Sony is still trying to make up to the customers of its PlayStation Network and Qriocity for the April breach in which millions of PSN accounts were hacked, by extending its free offer to sign up for the AllClear ID Plus Identity Theft Protection plan until July 31.
Additionally, Sony has responded by putting into play a “Welcome Back” program consisting of “free region-dependent downloads, 30 days of free access to PlayStation Plus to all users, and an additional free day of access to PlayStation Plus and Qriocity subscribers for each day that the PlayStation Network is down.”
Initially users had until June 28th to sign up for the identity theft protection program, but Sony has announced that the deadline is now extended through July 31. Sony offered no explanation for the extension. I.D. theft protection plans are in the works for Latin America and Canada.

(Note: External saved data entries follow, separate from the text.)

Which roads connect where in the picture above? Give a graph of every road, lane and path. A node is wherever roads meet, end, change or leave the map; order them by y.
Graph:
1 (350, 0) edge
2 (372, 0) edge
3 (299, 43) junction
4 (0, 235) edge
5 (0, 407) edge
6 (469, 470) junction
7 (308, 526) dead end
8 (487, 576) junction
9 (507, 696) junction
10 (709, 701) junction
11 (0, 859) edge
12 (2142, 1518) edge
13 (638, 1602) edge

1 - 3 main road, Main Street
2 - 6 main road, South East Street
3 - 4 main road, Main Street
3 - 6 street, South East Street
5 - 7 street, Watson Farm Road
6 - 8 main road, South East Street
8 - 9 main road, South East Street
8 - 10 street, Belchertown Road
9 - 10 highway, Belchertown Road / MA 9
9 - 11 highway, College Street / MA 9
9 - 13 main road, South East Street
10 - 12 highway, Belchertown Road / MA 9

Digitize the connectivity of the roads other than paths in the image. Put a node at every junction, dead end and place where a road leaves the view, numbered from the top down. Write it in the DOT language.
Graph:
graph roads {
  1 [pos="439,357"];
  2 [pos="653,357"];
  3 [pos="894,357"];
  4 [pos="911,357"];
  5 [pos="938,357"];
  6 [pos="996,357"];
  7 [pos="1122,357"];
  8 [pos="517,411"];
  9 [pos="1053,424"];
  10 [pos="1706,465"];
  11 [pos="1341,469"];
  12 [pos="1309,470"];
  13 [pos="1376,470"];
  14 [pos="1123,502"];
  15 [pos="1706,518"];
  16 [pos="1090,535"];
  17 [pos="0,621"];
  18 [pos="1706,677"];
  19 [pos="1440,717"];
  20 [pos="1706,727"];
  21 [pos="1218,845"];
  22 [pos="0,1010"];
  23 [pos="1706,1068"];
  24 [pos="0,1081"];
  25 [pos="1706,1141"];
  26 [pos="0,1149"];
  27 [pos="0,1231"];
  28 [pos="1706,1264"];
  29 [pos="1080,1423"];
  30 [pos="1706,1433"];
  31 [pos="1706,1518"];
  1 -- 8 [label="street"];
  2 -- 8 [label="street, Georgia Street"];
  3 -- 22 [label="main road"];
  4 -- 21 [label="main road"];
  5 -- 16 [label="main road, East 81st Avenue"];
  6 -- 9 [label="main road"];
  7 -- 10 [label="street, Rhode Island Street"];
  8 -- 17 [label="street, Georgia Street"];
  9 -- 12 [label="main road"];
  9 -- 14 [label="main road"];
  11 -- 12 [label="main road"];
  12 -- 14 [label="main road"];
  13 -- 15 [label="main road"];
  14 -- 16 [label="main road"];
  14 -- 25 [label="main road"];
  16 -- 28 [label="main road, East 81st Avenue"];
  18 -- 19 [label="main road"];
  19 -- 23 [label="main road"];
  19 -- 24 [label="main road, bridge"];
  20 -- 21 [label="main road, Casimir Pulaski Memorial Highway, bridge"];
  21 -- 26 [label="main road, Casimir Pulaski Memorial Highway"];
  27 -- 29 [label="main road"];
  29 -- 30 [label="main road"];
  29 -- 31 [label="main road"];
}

The AllClear ID Plus Identity Theft Protection offer is available to all U.S. based PlayStation Network users who held accounts before the April PSN debacle. The free protection lasts for one year from the time of sign up and will help safeguard users’ peace of mind with cyber monitoring and a $1 million insurance policy and, if need be, gives users access to investigators who can help them restore their identity.
The $1 million insurance coverage would provide financial payments to consumers to cover the costs of restoring their identity, including legal costs and lost wages, within a year after the consumer becomes a victim of identity theft.
Despite so many individuals’ personal information having been obtained by the hackers, digitalspy.com reports that “Sony stated that it has not received any indication from credit companies of an increase in fraudulent charges following the attack on PSN.”
Sony has been appropriately rueful since the breach, with Jack Tretton, president and CEO of Sony Computer Entertainment of America, kicking off the Sony E3 2011 press conference with a candid, formal apology. The corporation received harsh criticism for its lax security allowing the breach to happen and for acting too slowly when it came to informing customers post-attack. Sony offered the AllClear Identity Theft Protection program to PSN customers when the company was unable to issue a guarantee that credit card information had not been stolen as a result of the attack.
According to the “Identity Fraud Survey Report,” published by Javelin Strategy & Research in February 2010, the number of identity fraud victims in the United States rose 12% last year, to 11.1 million adults. This is the highest level of fraud since the survey’s 2003 start.
Sony’s stock price is down this year by 30%. Aside from the PSN security disaster, it has struggled with production delays and loss of sales following the March 11 earthquake and tsunami that wreaked havoc on supplier factories.